After the first setup phase completes and it reboots from hard disk, the DOS CD drivers will not be loaded anymore, and the Windows IDE/SCSI drivers are not installed yet. In this second phase it will try to detect and install additional hardware, but fails because it can't find the CD. The only way to proceed is to click "cancel" at every prompt and install the hardware later.

In one of the next steps it will ask whether to install a sound or networking card - do not check this option. It will fail because it can't copy the drivers, and when setup is finished, you will get lots of missing driver errors and finally explorer.exe will be stuck in an infinite loop because it cannot load "msshrui.dll", rendering the system unbootable. If that happens, boot with F8 to a command line and delete C:\Windows\system\msshrui.dll, reboot, delete any network cards from the device manager, then reinstall them.

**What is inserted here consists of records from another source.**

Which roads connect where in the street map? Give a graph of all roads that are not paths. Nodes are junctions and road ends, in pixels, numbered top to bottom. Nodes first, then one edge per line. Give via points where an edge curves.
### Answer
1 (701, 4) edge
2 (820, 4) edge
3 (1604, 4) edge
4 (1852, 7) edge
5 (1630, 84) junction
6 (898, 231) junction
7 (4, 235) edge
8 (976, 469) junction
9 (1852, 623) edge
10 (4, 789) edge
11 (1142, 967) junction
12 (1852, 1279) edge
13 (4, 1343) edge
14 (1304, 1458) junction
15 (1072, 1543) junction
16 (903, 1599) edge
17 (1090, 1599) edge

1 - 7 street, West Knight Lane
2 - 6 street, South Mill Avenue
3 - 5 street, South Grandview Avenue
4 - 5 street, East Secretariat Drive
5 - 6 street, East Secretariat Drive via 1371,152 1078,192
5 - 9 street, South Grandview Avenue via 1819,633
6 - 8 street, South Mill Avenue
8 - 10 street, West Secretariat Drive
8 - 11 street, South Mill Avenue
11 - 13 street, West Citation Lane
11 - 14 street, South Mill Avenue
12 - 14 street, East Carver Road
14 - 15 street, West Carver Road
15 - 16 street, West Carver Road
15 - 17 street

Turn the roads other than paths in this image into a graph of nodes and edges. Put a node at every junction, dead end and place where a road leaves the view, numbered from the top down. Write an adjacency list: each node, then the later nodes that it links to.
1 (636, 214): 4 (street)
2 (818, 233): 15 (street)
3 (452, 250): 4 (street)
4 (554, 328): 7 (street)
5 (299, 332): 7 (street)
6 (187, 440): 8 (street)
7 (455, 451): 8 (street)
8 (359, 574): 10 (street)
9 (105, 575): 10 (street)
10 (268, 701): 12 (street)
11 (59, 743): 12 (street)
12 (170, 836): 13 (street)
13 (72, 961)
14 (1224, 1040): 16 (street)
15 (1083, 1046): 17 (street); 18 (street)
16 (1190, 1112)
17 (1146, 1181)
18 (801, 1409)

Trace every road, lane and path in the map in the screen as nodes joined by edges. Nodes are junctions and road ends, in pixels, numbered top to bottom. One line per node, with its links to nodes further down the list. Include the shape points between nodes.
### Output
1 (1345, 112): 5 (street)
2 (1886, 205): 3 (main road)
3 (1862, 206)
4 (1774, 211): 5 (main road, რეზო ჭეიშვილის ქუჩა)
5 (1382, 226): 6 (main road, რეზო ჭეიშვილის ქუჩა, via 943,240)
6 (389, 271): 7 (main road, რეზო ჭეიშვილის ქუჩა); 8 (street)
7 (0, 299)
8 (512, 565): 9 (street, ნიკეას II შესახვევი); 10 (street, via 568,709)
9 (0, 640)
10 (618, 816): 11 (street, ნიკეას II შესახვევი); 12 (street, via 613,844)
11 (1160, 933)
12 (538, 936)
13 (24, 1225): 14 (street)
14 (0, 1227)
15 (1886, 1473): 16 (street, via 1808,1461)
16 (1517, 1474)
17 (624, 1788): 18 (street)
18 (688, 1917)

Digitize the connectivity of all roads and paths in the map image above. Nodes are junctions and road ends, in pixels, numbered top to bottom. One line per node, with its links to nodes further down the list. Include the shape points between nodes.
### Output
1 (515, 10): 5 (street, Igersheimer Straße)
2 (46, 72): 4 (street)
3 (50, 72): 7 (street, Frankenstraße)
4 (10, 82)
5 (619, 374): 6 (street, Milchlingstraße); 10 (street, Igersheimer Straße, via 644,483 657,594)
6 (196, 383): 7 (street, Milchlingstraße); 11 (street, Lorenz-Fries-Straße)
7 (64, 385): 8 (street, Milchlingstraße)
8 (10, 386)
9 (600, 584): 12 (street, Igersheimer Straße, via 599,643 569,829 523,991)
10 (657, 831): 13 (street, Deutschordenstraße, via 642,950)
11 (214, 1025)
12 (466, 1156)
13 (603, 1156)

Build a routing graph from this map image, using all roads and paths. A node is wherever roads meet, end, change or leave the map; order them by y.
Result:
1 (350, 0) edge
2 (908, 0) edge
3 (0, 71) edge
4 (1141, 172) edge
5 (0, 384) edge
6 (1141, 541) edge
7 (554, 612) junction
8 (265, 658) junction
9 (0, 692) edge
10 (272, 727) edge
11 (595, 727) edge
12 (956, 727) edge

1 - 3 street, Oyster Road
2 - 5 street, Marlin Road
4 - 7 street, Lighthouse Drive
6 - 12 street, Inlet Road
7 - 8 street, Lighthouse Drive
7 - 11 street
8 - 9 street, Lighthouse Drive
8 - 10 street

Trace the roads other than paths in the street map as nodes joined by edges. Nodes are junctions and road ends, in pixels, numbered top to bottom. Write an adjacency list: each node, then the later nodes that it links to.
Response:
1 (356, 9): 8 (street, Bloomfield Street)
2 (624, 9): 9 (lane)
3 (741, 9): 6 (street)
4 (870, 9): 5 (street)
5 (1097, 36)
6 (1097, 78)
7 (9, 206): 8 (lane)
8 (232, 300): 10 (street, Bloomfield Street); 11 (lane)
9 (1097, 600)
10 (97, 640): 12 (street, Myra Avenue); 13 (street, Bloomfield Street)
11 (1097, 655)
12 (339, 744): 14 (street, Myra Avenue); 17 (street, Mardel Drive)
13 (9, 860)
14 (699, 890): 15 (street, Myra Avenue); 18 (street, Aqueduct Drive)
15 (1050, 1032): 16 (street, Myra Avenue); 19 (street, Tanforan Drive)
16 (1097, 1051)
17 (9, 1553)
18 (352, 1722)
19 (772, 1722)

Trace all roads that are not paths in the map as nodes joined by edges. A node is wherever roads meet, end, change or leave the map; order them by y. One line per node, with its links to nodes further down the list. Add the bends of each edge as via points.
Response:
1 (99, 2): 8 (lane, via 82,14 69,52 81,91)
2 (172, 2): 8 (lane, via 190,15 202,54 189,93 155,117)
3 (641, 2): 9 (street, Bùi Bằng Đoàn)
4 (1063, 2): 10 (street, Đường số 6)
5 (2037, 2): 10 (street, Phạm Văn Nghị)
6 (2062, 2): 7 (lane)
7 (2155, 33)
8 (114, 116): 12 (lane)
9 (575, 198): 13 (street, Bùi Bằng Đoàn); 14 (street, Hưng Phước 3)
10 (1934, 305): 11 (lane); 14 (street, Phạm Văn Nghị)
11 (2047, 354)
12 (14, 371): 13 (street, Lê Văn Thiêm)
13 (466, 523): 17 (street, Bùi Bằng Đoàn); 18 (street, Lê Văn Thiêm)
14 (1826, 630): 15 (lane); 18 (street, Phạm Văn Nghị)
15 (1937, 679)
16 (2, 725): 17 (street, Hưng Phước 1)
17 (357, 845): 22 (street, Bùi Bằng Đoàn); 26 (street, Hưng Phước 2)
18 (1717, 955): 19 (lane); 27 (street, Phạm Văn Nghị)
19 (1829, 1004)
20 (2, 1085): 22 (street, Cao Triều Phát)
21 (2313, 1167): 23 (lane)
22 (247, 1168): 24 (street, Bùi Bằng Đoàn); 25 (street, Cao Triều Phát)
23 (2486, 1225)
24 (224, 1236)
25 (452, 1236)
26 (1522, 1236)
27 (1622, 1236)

When this second phase is finished, it will boot into the third phase, and only then Windows will have its own native CD drivers loaded that don't rely on DOS anymore. But this will only work if the drivers are included on the Windows CD. If you have an exotic CD-ROM or SCSI controller, your choices are:

- Boot from floppy, load CD drivers, copy CD content to hard disk and run setup from there
- If that is not possible (for example, hard disk too small): Boot from floppy, load CD drivers, run setup from CD, and immediately after the first reboot, boot from floppy again and manually copy the CD drivers from floppy to C:\autoexec.bat and C:\config.sys so the Windows setup can use the DOS drivers.